Training Example 2
(Video Quality Problems Across Site)
Back in October, client had been complaining about poor video quality everywhere and particularly on Archiver 2. There was also a complaint about not making retention goals.
Poor video quality (jumpiness or pixelation) implies dropped frames. It can be caused by the following:
- Network congestion visible in windows of higher latency and dropped packet events
- Storage performance visible in volume write latency and volume write queue depth
- Congestion on the storage network which is visible volume write & read latency as well as NIC dropped uploads/downloads on the storage network port.
- CPU Load preventing the system from keeping up.

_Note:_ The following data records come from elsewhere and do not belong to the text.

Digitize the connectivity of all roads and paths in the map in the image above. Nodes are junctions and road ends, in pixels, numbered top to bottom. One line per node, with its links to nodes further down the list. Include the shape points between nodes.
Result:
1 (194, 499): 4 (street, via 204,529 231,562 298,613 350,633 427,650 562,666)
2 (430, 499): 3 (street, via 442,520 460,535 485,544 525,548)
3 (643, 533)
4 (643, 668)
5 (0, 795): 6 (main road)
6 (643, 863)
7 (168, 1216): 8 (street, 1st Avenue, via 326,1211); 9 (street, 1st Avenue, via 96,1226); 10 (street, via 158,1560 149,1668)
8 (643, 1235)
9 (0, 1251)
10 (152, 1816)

Not making retention goals can be caused by the following:
- Not enough storage for application
- Cameras generating too much data
- Motion settings not properly configured
- Low-light settings
- Too high framerate
- Inefficient codec
- Data left around in recording partitions
Triage and Analysis
There is some overlap in these symptoms. Essentially if the cameras are generating too much data that can saturate storage, causing you to miss retention goals AND it can create traffic congestion creating dropped frame events.
Go to Archiver 2, set plot window for 10/25/17 through 11/1/17 and plot NIC: Download to see that the system is absorbing 40Mbps of data consistently. CPU: Load and Volume: Free space both look stable.
Add another plot for NIC: Dropped downloads. Here we can see that the dropped packets is relatively high and climbing.
Add another plot for NIC: Upload which shows a very large amount of data getting sent to the network attached iSCSI storage.
Add another chart, choose “Cameras” and Select All. Then choose Camera: 10 second avg bitrate. His plot shows a set of cameras that constantly send a huge amount of data. That looks suspicious.
Duplicate this camera plot and then choose Camera: Tcp port sum. This shows a flat zero which means not using TCP sockets to send data. Change to Camera: Udp port sum instead. Now we see a lot of jumping around implying changes to UDP sockets which is correlated with pixelation.
A set of cameras appear to be generating way too much data. Particularly cameras that are steadily at a very high rate has the symptom of being unintentionally configured to send data constantly.
Customer confirmed that the camera settings were inadvertently way higher than intended. Reconfigured camera settings reduced traffic and stabilized infrastructure.